Required action -> Once the pictures are removed, restate the data below word for word.

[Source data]
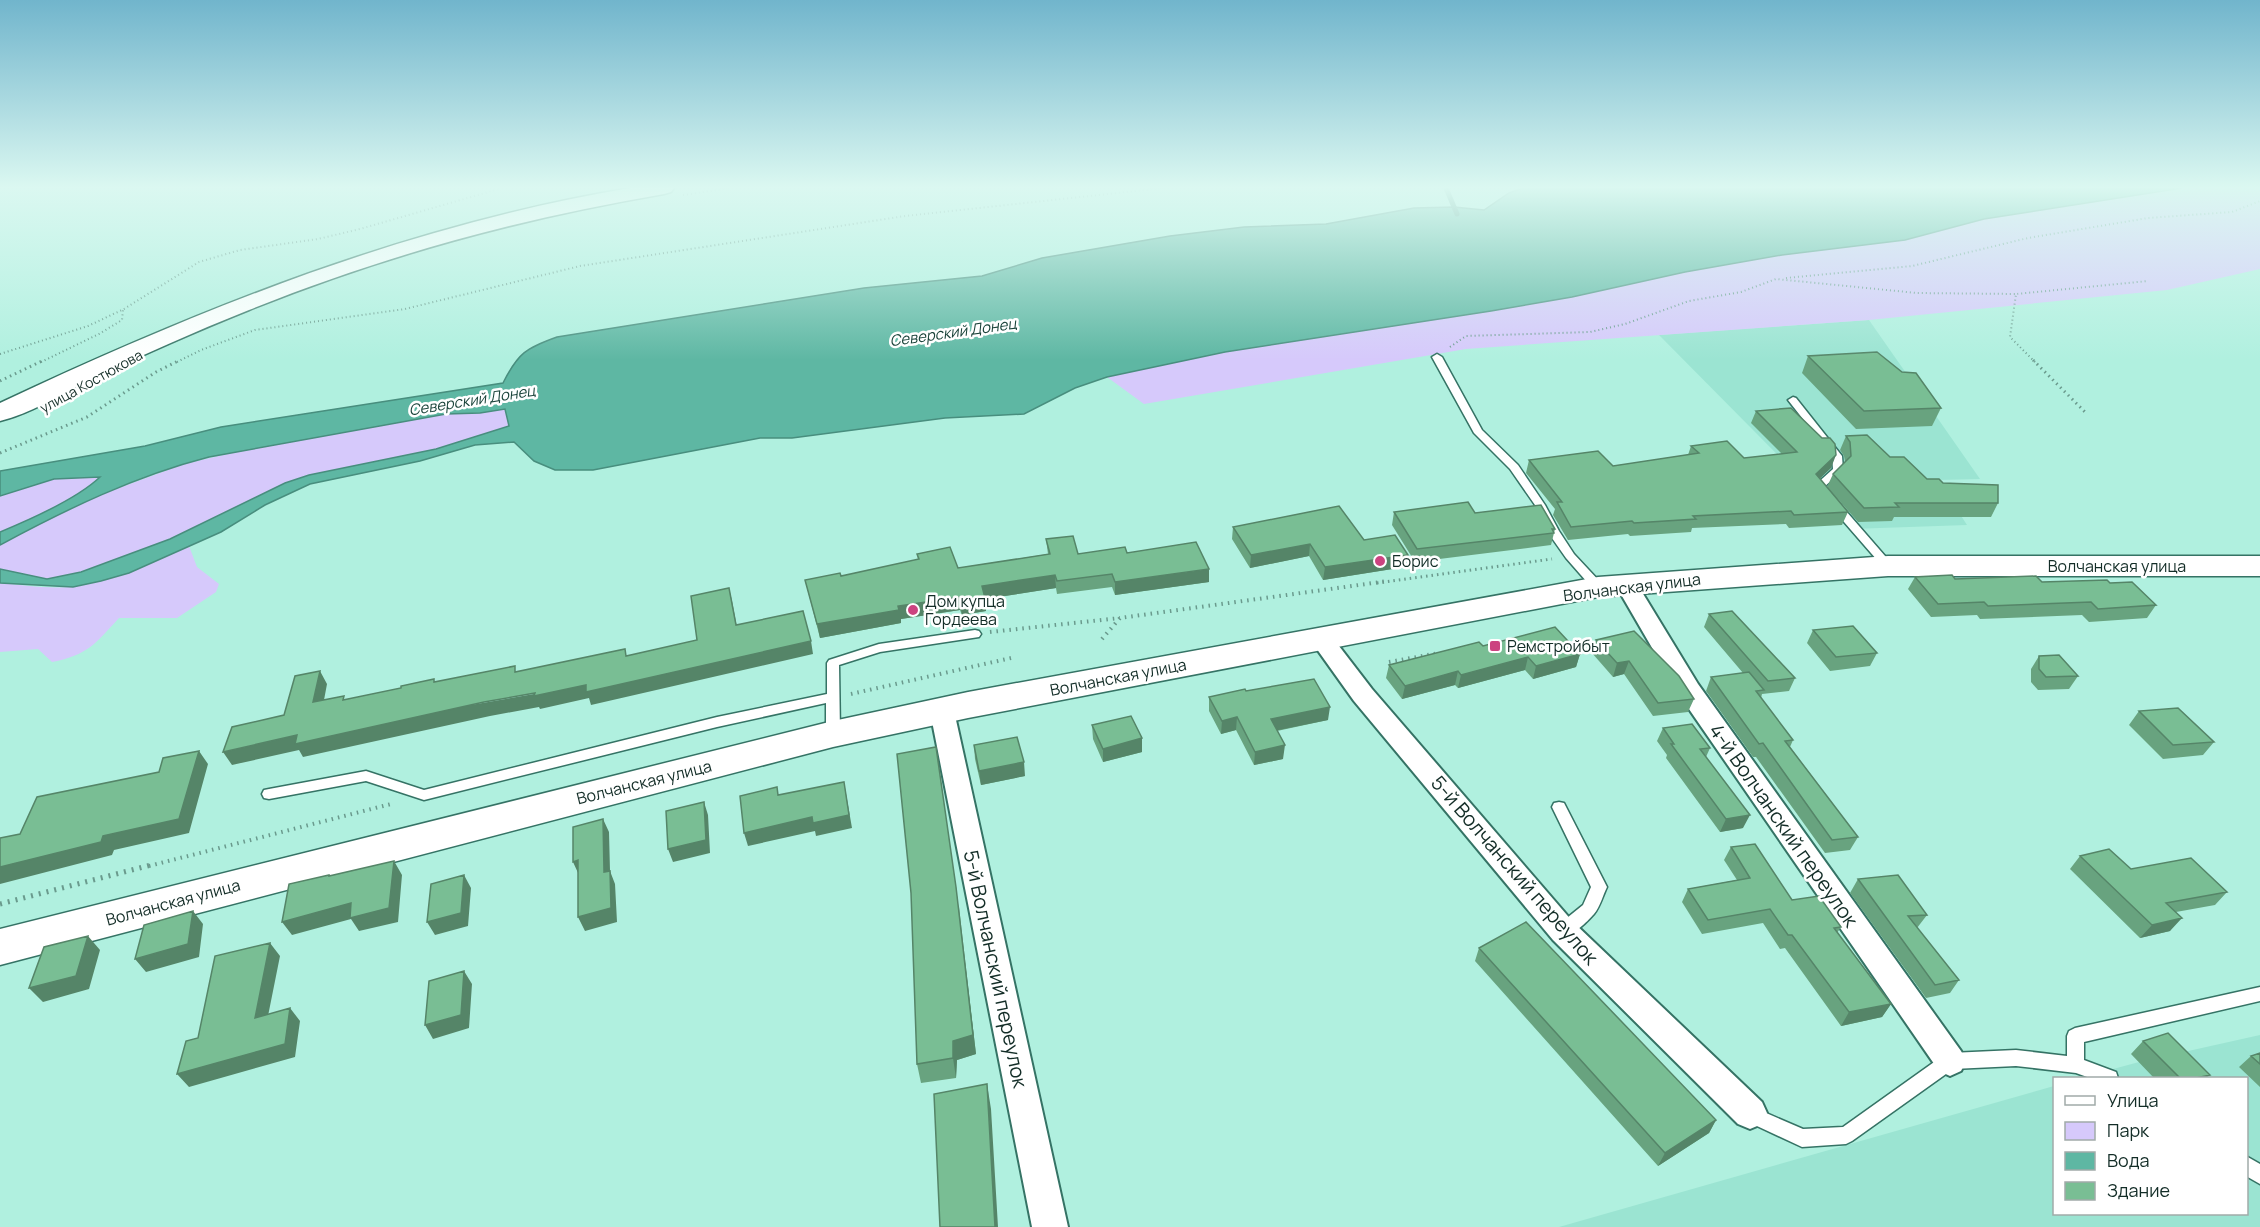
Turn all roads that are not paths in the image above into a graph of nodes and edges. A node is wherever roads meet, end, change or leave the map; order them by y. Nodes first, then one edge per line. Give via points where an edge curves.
1 (409, 245) edge
2 (1437, 357) road end
3 (1793, 400) dead end
4 (2, 422) edge
5 (1888, 566) junction
6 (2260, 566) edge
7 (1612, 586) junction
8 (975, 633) road end
9 (1321, 638) junction
10 (942, 711) junction
11 (833, 716) junction
12 (269, 794) dead end
13 (1559, 807) dead end
14 (1563, 931) junction
15 (0, 947) edge
16 (2260, 994) edge
17 (1950, 1061) junction
18 (2076, 1065) junction
19 (2107, 1077) edge
20 (1750, 1113) joint
21 (2248, 1166) edge
22 (2260, 1175) edge
23 (1050, 1227) edge

1 - 4 main road, улица Костюкова via 271,291 181,329 114,372
2 - 7 lane via 1479,431 1514,467 1570,556
3 - 5 lane via 1837,456 1838,470 1818,487
5 - 6 main road, Волчанская улица
5 - 7 main road, Волчанская улица
7 - 9 main road, Волчанская улица
7 - 17 street, 4-й Волчанский переулок
8 - 11 lane via 879,648 833,663
9 - 10 main road, Волчанская улица
9 - 14 street, 5-й Волчанский переулок via 1363,695
10 - 11 main road, Волчанская улица
10 - 23 street, 5-й Волчанский переулок
11 - 12 lane via 717,722 424,795 366,776
11 - 15 main road, Волчанская улица
13 - 14 lane via 1599,887 1589,909
14 - 20 street, 5-й Волчанский переулок
16 - 18 lane via 2075,1036
17 - 18 lane via 2016,1058
17 - 20 lane via 1846,1135 1802,1138
18 - 19 lane
21 - 22 lane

Answer to this task ->
Turn all roads that are not paths in the image above into a graph of nodes and edges. A node is wherever roads meet, end, change or leave the map; order them by y. Nodes first, then one edge per line. Give via points where an edge curves.
1 (409, 245) edge
2 (1437, 357) road end
3 (1793, 400) dead end
4 (2, 422) edge
5 (1888, 566) junction
6 (2260, 566) edge
7 (1612, 586) junction
8 (975, 633) road end
9 (1321, 638) junction
10 (942, 711) junction
11 (833, 716) junction
12 (269, 794) dead end
13 (1559, 807) dead end
14 (1563, 931) junction
15 (0, 947) edge
16 (2260, 994) edge
17 (1950, 1061) junction
18 (2076, 1065) junction
19 (2107, 1077) edge
20 (1750, 1113) joint
21 (2248, 1166) edge
22 (2260, 1175) edge
23 (1050, 1227) edge

1 - 4 main road, улица Костюкова via 271,291 181,329 114,372
2 - 7 lane via 1479,431 1514,467 1570,556
3 - 5 lane via 1837,456 1838,470 1818,487
5 - 6 main road, Волчанская улица
5 - 7 main road, Волчанская улица
7 - 9 main road, Волчанская улица
7 - 17 street, 4-й Волчанский переулок
8 - 11 lane via 879,648 833,663
9 - 10 main road, Волчанская улица
9 - 14 street, 5-й Волчанский переулок via 1363,695
10 - 11 main road, Волчанская улица
10 - 23 street, 5-й Волчанский переулок
11 - 12 lane via 717,722 424,795 366,776
11 - 15 main road, Волчанская улица
13 - 14 lane via 1599,887 1589,909
14 - 20 street, 5-й Волчанский переулок
16 - 18 lane via 2075,1036
17 - 18 lane via 2016,1058
17 - 20 lane via 1846,1135 1802,1138
18 - 19 lane
21 - 22 lane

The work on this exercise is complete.